(Collected data entries)
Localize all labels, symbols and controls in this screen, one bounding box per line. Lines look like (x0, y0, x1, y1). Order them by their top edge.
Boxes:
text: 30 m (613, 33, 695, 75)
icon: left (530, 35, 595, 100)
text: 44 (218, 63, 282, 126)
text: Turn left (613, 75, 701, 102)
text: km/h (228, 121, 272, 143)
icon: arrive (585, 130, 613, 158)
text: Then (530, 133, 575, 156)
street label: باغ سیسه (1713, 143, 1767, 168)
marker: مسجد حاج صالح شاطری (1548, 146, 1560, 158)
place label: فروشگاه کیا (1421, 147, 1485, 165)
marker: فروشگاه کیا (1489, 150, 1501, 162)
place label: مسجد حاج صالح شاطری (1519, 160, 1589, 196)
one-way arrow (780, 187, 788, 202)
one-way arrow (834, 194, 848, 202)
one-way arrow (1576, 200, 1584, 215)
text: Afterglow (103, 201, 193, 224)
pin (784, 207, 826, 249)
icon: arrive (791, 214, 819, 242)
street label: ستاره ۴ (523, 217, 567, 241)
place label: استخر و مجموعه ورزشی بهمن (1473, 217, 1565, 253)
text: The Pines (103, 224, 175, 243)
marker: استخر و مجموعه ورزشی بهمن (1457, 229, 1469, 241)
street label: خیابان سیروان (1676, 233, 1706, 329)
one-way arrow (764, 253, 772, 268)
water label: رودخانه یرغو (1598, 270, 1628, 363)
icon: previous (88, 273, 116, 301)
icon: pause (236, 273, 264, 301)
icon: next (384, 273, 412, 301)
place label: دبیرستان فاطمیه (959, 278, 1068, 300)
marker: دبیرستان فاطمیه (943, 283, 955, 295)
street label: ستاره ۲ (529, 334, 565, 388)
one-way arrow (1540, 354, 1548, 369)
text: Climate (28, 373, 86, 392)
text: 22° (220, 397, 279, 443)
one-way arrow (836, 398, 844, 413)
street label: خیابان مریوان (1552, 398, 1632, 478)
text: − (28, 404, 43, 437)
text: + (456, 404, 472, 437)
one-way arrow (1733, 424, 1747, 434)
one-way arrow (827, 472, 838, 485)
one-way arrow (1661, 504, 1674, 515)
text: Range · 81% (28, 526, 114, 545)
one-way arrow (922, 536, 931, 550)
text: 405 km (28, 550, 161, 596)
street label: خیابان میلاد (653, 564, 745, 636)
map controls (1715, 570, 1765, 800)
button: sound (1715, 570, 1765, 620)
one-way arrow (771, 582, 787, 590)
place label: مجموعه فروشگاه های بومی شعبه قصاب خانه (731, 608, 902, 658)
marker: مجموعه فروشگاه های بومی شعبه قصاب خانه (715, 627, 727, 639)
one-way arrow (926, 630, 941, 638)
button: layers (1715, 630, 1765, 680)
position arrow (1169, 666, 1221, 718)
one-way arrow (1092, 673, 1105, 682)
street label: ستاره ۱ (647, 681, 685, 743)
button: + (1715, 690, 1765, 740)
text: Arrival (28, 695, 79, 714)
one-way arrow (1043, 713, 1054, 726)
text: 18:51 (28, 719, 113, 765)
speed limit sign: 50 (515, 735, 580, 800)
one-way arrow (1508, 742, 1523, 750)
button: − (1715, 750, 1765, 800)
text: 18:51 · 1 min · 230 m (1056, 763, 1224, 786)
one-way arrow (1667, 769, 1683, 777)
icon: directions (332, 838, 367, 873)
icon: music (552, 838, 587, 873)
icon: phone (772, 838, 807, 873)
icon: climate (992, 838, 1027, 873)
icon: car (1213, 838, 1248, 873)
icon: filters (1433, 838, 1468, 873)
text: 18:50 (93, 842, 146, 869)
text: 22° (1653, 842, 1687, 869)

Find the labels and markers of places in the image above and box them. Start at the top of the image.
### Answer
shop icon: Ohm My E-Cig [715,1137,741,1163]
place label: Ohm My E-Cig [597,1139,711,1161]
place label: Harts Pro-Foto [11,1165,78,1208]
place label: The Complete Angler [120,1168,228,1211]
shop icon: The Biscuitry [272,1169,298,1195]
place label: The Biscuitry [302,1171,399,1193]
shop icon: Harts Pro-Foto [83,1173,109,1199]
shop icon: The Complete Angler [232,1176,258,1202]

* AIM OF THE TASK *
Give back all the records above exactly. Keep every word.

* RESPONSE BOX *
Localize all labels, symbols and controls in this screen, one bounding box per line. Lines look like (x0, y0, x1, y1). Order them by their top edge.
Boxes:
text: 30 m (613, 33, 695, 75)
icon: left (530, 35, 595, 100)
text: 44 (218, 63, 282, 126)
text: Turn left (613, 75, 701, 102)
text: km/h (228, 121, 272, 143)
icon: arrive (585, 130, 613, 158)
text: Then (530, 133, 575, 156)
street label: باغ سیسه (1713, 143, 1767, 168)
marker: مسجد حاج صالح شاطری (1548, 146, 1560, 158)
place label: فروشگاه کیا (1421, 147, 1485, 165)
marker: فروشگاه کیا (1489, 150, 1501, 162)
place label: مسجد حاج صالح شاطری (1519, 160, 1589, 196)
one-way arrow (780, 187, 788, 202)
one-way arrow (834, 194, 848, 202)
one-way arrow (1576, 200, 1584, 215)
text: Afterglow (103, 201, 193, 224)
pin (784, 207, 826, 249)
icon: arrive (791, 214, 819, 242)
street label: ستاره ۴ (523, 217, 567, 241)
place label: استخر و مجموعه ورزشی بهمن (1473, 217, 1565, 253)
text: The Pines (103, 224, 175, 243)
marker: استخر و مجموعه ورزشی بهمن (1457, 229, 1469, 241)
street label: خیابان سیروان (1676, 233, 1706, 329)
one-way arrow (764, 253, 772, 268)
water label: رودخانه یرغو (1598, 270, 1628, 363)
icon: previous (88, 273, 116, 301)
icon: pause (236, 273, 264, 301)
icon: next (384, 273, 412, 301)
place label: دبیرستان فاطمیه (959, 278, 1068, 300)
marker: دبیرستان فاطمیه (943, 283, 955, 295)
street label: ستاره ۲ (529, 334, 565, 388)
one-way arrow (1540, 354, 1548, 369)
text: Climate (28, 373, 86, 392)
text: 22° (220, 397, 279, 443)
one-way arrow (836, 398, 844, 413)
street label: خیابان مریوان (1552, 398, 1632, 478)
text: − (28, 404, 43, 437)
text: + (456, 404, 472, 437)
one-way arrow (1733, 424, 1747, 434)
one-way arrow (827, 472, 838, 485)
one-way arrow (1661, 504, 1674, 515)
text: Range · 81% (28, 526, 114, 545)
one-way arrow (922, 536, 931, 550)
text: 405 km (28, 550, 161, 596)
street label: خیابان میلاد (653, 564, 745, 636)
map controls (1715, 570, 1765, 800)
button: sound (1715, 570, 1765, 620)
one-way arrow (771, 582, 787, 590)
place label: مجموعه فروشگاه های بومی شعبه قصاب خانه (731, 608, 902, 658)
marker: مجموعه فروشگاه های بومی شعبه قصاب خانه (715, 627, 727, 639)
one-way arrow (926, 630, 941, 638)
button: layers (1715, 630, 1765, 680)
position arrow (1169, 666, 1221, 718)
one-way arrow (1092, 673, 1105, 682)
street label: ستاره ۱ (647, 681, 685, 743)
button: + (1715, 690, 1765, 740)
text: Arrival (28, 695, 79, 714)
one-way arrow (1043, 713, 1054, 726)
text: 18:51 (28, 719, 113, 765)
speed limit sign: 50 (515, 735, 580, 800)
one-way arrow (1508, 742, 1523, 750)
button: − (1715, 750, 1765, 800)
text: 18:51 · 1 min · 230 m (1056, 763, 1224, 786)
one-way arrow (1667, 769, 1683, 777)
icon: directions (332, 838, 367, 873)
icon: music (552, 838, 587, 873)
icon: phone (772, 838, 807, 873)
icon: climate (992, 838, 1027, 873)
icon: car (1213, 838, 1248, 873)
icon: filters (1433, 838, 1468, 873)
text: 18:50 (93, 842, 146, 869)
text: 22° (1653, 842, 1687, 869)

Find the labels and markers of places in the image above and box them. Start at the top of the image.
### Answer
shop icon: Ohm My E-Cig [715,1137,741,1163]
place label: Ohm My E-Cig [597,1139,711,1161]
place label: Harts Pro-Foto [11,1165,78,1208]
place label: The Complete Angler [120,1168,228,1211]
shop icon: The Biscuitry [272,1169,298,1195]
place label: The Biscuitry [302,1171,399,1193]
shop icon: Harts Pro-Foto [83,1173,109,1199]
shop icon: The Complete Angler [232,1176,258,1202]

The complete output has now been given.